Кочегар кинул угля и закрыл топку.
Грохоча железными суставами, паровоз понёсся по зеркальной колее. Быстрее и быстрее. Дорога сделалась прямой и ровной: ни холмов, ни низин, ни леса, лишь выжженная земля и зарево огромного пожара впереди, упоительного и молчаливого. Пожара, который не являлся пожаром.
Котёл, такой большой, что край его казался не круглым, а прямым, как обрыв, котёл, такой глубокий, что дна его не было видно, — он таял в дымке, словно вылетевшее из трубы кольцо пламени. Из него исходил неистовый жар, приблизишься к краю — закипят и лопнут глаза, а кожа в мгновение станет чёрной. Совершенное пекло.
К котлу со всех сторон сходились дороги — железные и обычные, а по ним шли поезда, танки, машины, мотоциклы, со всех сторон устремлялись люди. И все до единого падали в котёл, воспламеняясь и сгорая в ласке пламени, как брошенные врагом сёла. Сусальное золото душ блестело в облаках.
В этом был строгий план. Сражение за право сгореть в огромном котле происходило в соответствии с этим планом, каждый поезд или бронеавтомобиль погибал в котле согласно графику, пройдя необходимую подготовку. Только после восхода семи лун, преодолев связанные с этим испытания и доказав свои способности к выживанию. С заданием справлялись не все. Ведущему К Победе требовались самые стойкие. Лишь они могли приблизиться к котлу и умереть в нём.
В тендере стало горячо, надрываясь маховиками и шестерёнками, состав летел прямиком в разверзшуюся пасть котла. Стремительно приближался к Победе. Когда гул в ушах стал нестерпимым, а жар в тендере таким, что дыхание обжигало лёгкие, кочегар выглянул в окошечко и последнее, что он увидел, последнее, чему успел удивиться, — были три огромных языка пламени: чёрный, синий и красный. Они носились над Котлом, словно плети в руках сумасшедшего всадника, слизывая спешащую к ним добычу.
Кочегар зажмурился.
И вдруг — темнота. Ни шума, ни запаха, ни света. Безмолвная темнота. Одно большое бесконечное ничто. Кочегар понял: это она! Победа! Теперь ему не нужна лопата, чтобы кидать в шуровочное отверстие уголь, не нужна топка, чтобы наполнять внутренности паровоза жаром движения, не нужен сам паровоз, не нужно мчаться на нём куда-то, не нужен машинист, не нужна одежда… Нет больше тела, не нужно даже думать, думать просто не о чем. Кругом ничто. И он — в самом центре. Потому что здесь он — Бог. Он есть центр бесконечной пустоты. Ему никто не нужен, целый мир перед ним, пустой, чёрный, бесполезный, но принадлежащий только…

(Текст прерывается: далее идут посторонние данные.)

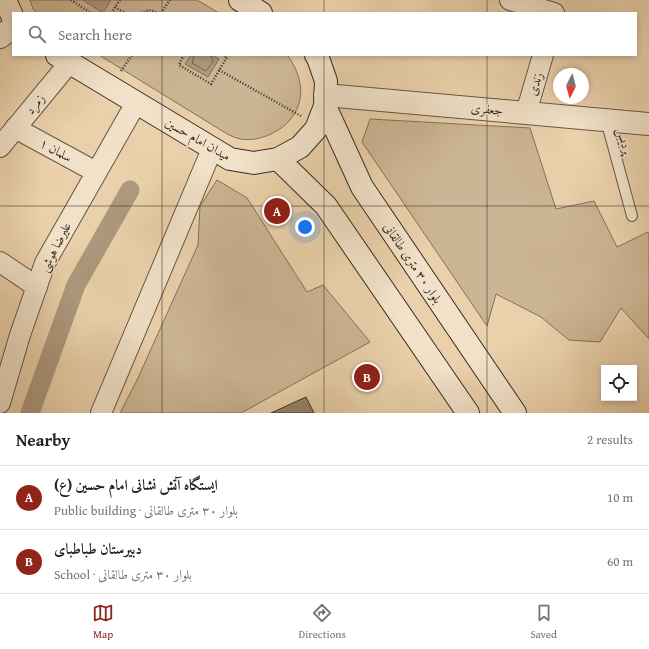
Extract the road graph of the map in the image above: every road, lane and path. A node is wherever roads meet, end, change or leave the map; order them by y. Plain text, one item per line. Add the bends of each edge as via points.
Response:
1 (5, 0) edge
2 (72, 0) edge
3 (120, 0) edge
4 (170, 0) edge
5 (240, 0) edge
6 (510, 0) edge
7 (560, 0) edge
8 (115, 7) junction
9 (261, 8) edge
10 (90, 12) edge
11 (112, 12) edge
12 (123, 12) edge
13 (144, 12) edge
14 (156, 12) edge
15 (161, 12) edge
16 (552, 12) edge
17 (555, 12) edge
18 (12, 16) edge
19 (12, 28) edge
20 (0, 37) edge
21 (184, 56) edge
22 (225, 56) edge
23 (317, 56) edge
24 (543, 56) edge
25 (64, 59) edge
26 (219, 70) junction
27 (136, 103) junction
28 (322, 109) junction
29 (526, 113) junction
30 (606, 120) junction
31 (649, 124) edge
32 (16, 128) junction
33 (0, 146) edge
34 (212, 149) junction
35 (278, 159) junction
36 (96, 172) junction
37 (632, 216) dead end
38 (0, 262) edge
39 (37, 287) junction
40 (0, 403) edge
41 (101, 413) edge
42 (468, 413) edge
43 (515, 413) edge

1 - 18 main road
2 - 10 path
3 - 8 path
4 - 15 path
5 - 9 main road
6 - 16 street
7 - 17 street
8 - 11 path
8 - 12 path
13 - 14 path
19 - 20 main road
21 - 26 path via 179,65 212,84
22 - 26 path via 227,57
23 - 28 main road via 326,81
24 - 29 street, زندی
25 - 27 main road, میدان امام حسین
25 - 32 street, زمرد
26 - 28 path
27 - 34 main road, میدان امام حسین
27 - 36 street, علیرضا هوشی
28 - 29 main road, جعفری
28 - 35 main road, میدان امام حسین via 316,128 300,147
28 - 43 main road, بلوار ۳۰ متری طالقانی via 362,188
29 - 30 main road, جعفری
30 - 31 main road, جعفری
30 - 37 lane, پردیس
32 - 33 street, زمرد
32 - 36 street, سلمان ۱
34 - 35 main road, میدان امام حسین via 230,159 254,163
34 - 41 street
35 - 42 main road via 326,206
36 - 39 street, علیرضا هوشی via 45,263
38 - 39 street
39 - 40 street, علیرضا هوشی

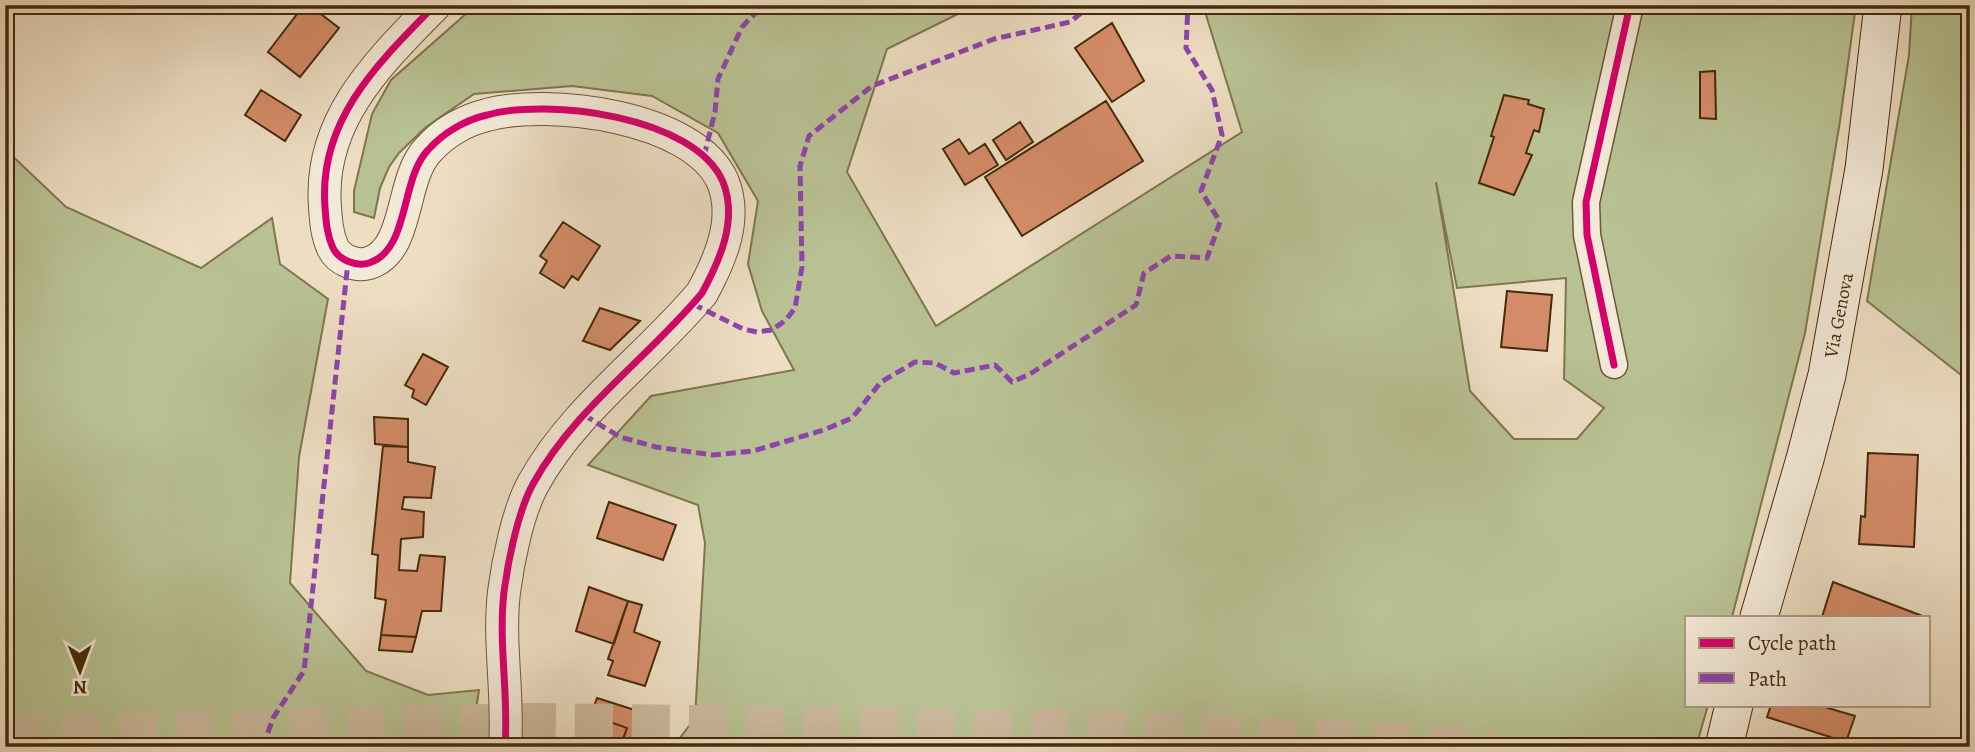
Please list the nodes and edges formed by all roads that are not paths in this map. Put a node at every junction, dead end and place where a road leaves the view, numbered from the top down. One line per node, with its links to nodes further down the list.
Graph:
1 (435, 5): 7 (street)
2 (1629, 5): 4 (street)
3 (1883, 5): 5 (main road, Via Genova)
4 (1614, 365)
5 (1759, 616)
6 (1734, 706): 8 (main road)
7 (505, 747)
8 (1724, 747)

Вдруг он увидел искорку, затем ещё одну. Их становилось больше, они зажигались одна за другой, пока вокруг кочегара не вспыхнули сотни, тысячи звёзд… Им не было числа: миллионы булавочных наверший, красивые, сверкающие, белые… все белые, абсолютно все, белые и немного странные, похожие на зубы.
На зубы дурака.
— — —
То, что я сейчас вижу перед собой, может, это и есть тот самый зуб дзен-дурака?.. Впрочем, не похоже.

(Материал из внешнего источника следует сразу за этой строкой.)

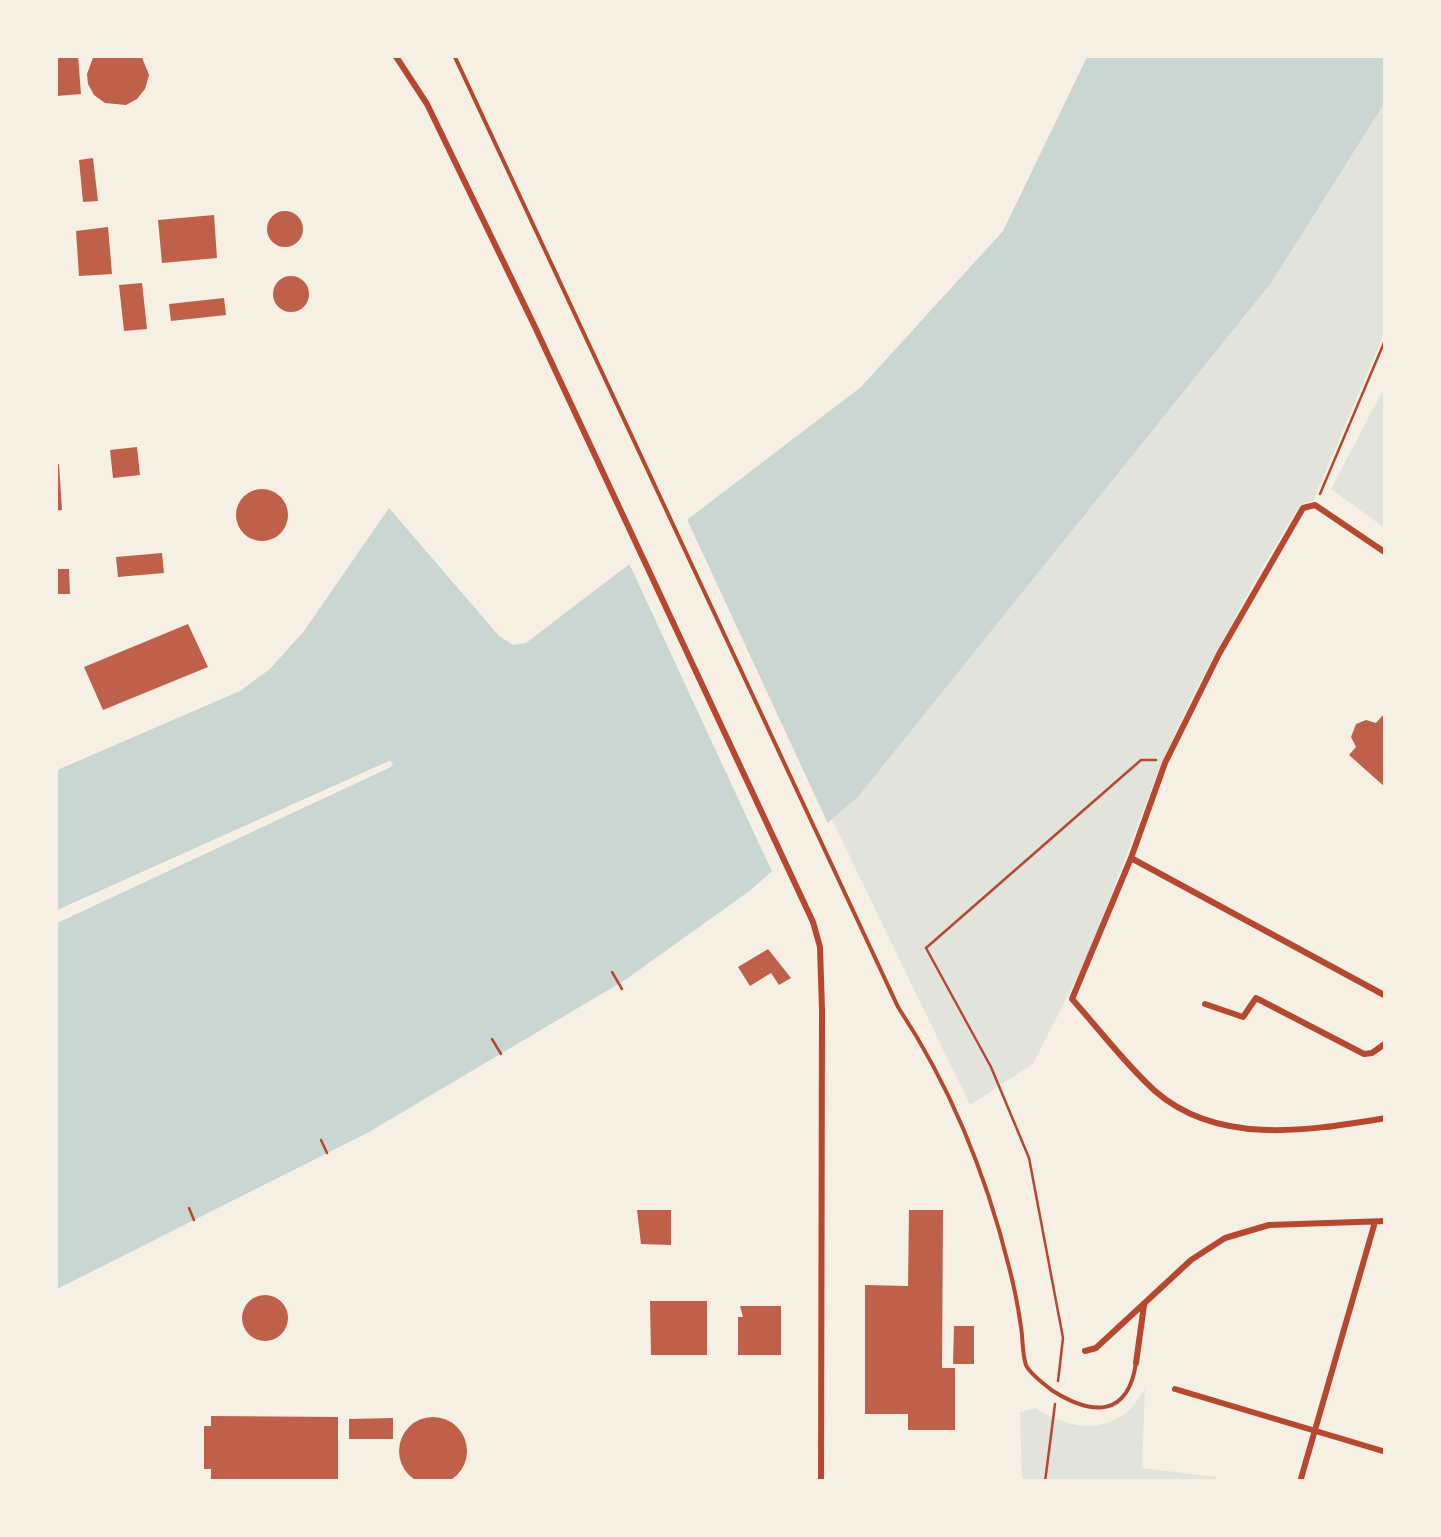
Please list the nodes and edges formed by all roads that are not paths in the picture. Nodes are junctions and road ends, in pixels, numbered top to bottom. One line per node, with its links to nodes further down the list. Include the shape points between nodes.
1 (396, 55): 18 (street, via 427,104 535,327 813,922 820,947 823,1080)
2 (454, 55): 14 (lane, via 898,1007 954,1104 1014,1288 1027,1367 1063,1397 1098,1408 1120,1401 1133,1384)
3 (1386, 553): 4 (street, via 1315,505 1303,508 1165,763)
4 (1131, 858): 5 (street); 9 (street, via 1072,999 1156,1091 1202,1117 1276,1132)
5 (1386, 996)
6 (1205, 1004): 8 (street, via 1243,1017 1256,998 1364,1054)
7 (1386, 1032): 8 (street)
8 (1386, 1043)
9 (1386, 1118)
10 (1386, 1221): 11 (street)
11 (1375, 1222): 12 (street, via 1269,1225 1225,1238); 16 (street)
12 (1145, 1302): 13 (street); 14 (street)
13 (1085, 1351)
14 (1136, 1363)
15 (1175, 1389): 16 (street)
16 (1314, 1430): 17 (street); 19 (street)
17 (1386, 1452)
18 (821, 1482)
19 (1300, 1482)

Я задумался и понял — это пуля. Огромная, гигантская пуля, которая надвигается на меня с неотвратимостью неминуемой смерти. Она уже так близко, что почти касается моего тела, моего лба. Я смотрю на неё и вижу своё отражение в зловеще отполированной стали. Но главное то, что я вижу за собой.
Я вижу своё прошлое…
Наш абордажный корабль пристыковался к вражескому спутнику, тремя синхронными взрывами распечатал обшивку и обеспечил штурмовой пехоте доступ внутрь. Пехота — это мы — бойцы Французского Иностранного Легиона. Я, справа Ганс, слева англичанин Роберт. Мы рванули, как когда-то рвали в атаку наши деды и прадеды, в Первую мировую, во Вторую и в Третью. Как всегда, друг против друга, как всегда, заодно против тех, с кем не удалось договориться, в атаку, закусив смелость, как удила, мы рванули на смерть… и пули выдали нам её. Каждому. Не скупясь.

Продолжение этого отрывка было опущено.